[要旨]
山口銀行などの親会社の山口フィナンシャルグループでは、おかしな手順で前会長の解任が行われました。これについては、前会長と他の役員のどちらに問題があるかは別として、だまし討ち的な解任が行われるような特殊な事情があったことは確かであり、そのような事情を抱えた会社は、もともと、経営上の問題があると言えます。
[本文]
昨年、山口銀行などを傘下に持つ、銀行持株会社の山口フィナンシャルグループ(山口FG)で、「前会長の解任」が話題になりました。山口FG側は、前会長が、権限を逸脱し、新しい銀行を設立しようとしていたことを解任の理由と説明しています。権限の逸脱が事実であれば、前会長は解任されることは当然ですが、解任の仕方に疑問があることから、いまだに謎があると考えられているようです。
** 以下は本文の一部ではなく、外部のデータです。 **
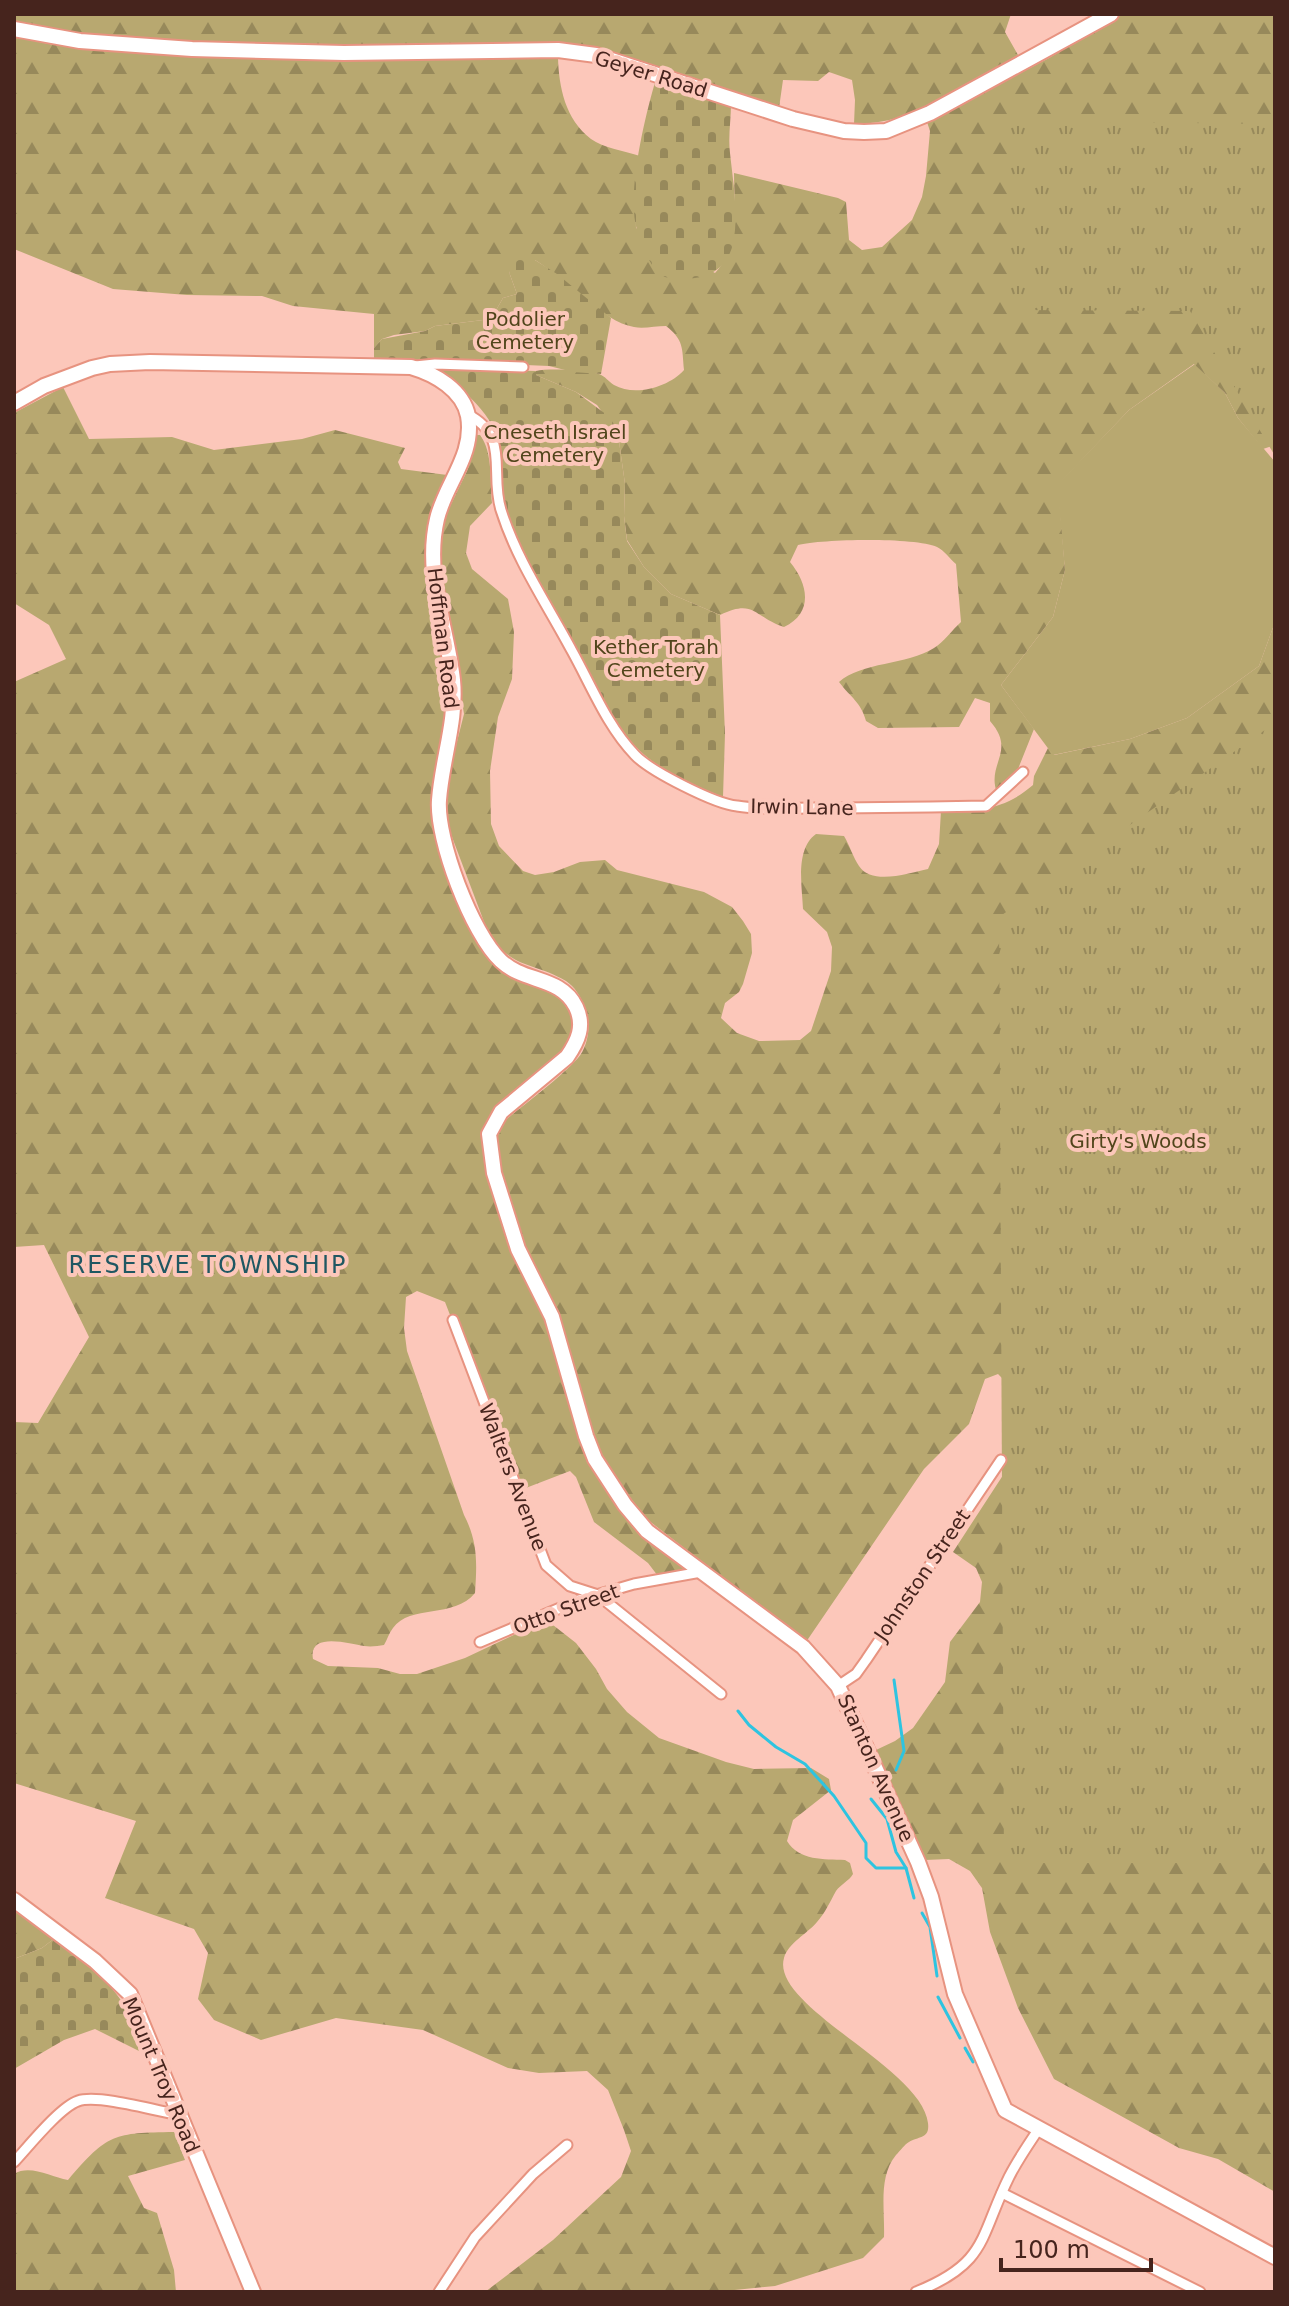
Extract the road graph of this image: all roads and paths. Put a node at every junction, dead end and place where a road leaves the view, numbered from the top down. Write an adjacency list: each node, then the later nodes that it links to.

その解任の仕方とは、昨年6月の株主総会では、前会長を引き続き代表権のある会長とする前提で、取締役候補として議案に盛り込み、承認を得ています。ところが、その株主総会の直後に開かれた締役会では、前会長は代表取締役に選任されませんでした。さらに、10月14日の臨時取締役会では、新銀行の設立に関する案件の進め方に権限逸脱があったという理由で、前会長に対する辞任勧告が決議されました。そして、12月の臨時株主総会で、前会長の取締役の解任を諮る予定でしたが、その株主総会の開催日の前日に、前会長は、取締役を辞任しました。
ここまでの経緯に関しては、まず、山口FGの主張する、前会長の権限逸脱があったことが事実かどうか、また、新銀行設立が妥当であるかどうかはおいておき、それらが事実であれば、会長職の解任の前に、他の取締役が前会長に対し、権限を逸脱していることを指摘し、それを止めるよう要請するという手順をとるべきでしょう。ところが、そのようなこともせず、さらに、株主総会でもそのことを株主に説明せず、いったん、前会長を取締役に選任させておきながら、その後、前会長に辞任勧告をしているという経緯は、大きな疑問が残ります。
ただ、このようなおかしな手順を踏まなければならなかったということは、当然、前会長以外の役員の方たちの知識が不足していたということではなく、おかしな手順を承知の上で、そうせざるを得なかった特別な事情あったということが考えられます。そして、おかしな手順での前会長の解任は、前会長以外の役員の方たちの強い意志をもって行われたのでしょうから、その事情については、当面の間は表に出ることはないでしょう。したがって、部外者がその事情を知ろうとしても、知ることはできないと思います。
確かに、現実の社会では、通常の方法では解決できないことはあると思います。しかし、仮に役員が暴走したとしても、現実には、法律上の方法でそれを止めたり、解任できたりできないということがあるとすれば、企業統治はとても難しいということを感じました。これは、すぐに解決できるものではないと思いますが、山口FGのような異常な事態が起きる会社があまり多くないことを、私は願っています。山口FGの例については、前会長と、他の役員のどちらに分があるのかということは断言できませんが、不透明なことがある会社の経営は、決してうまくいっているとは言えないと私は考えています。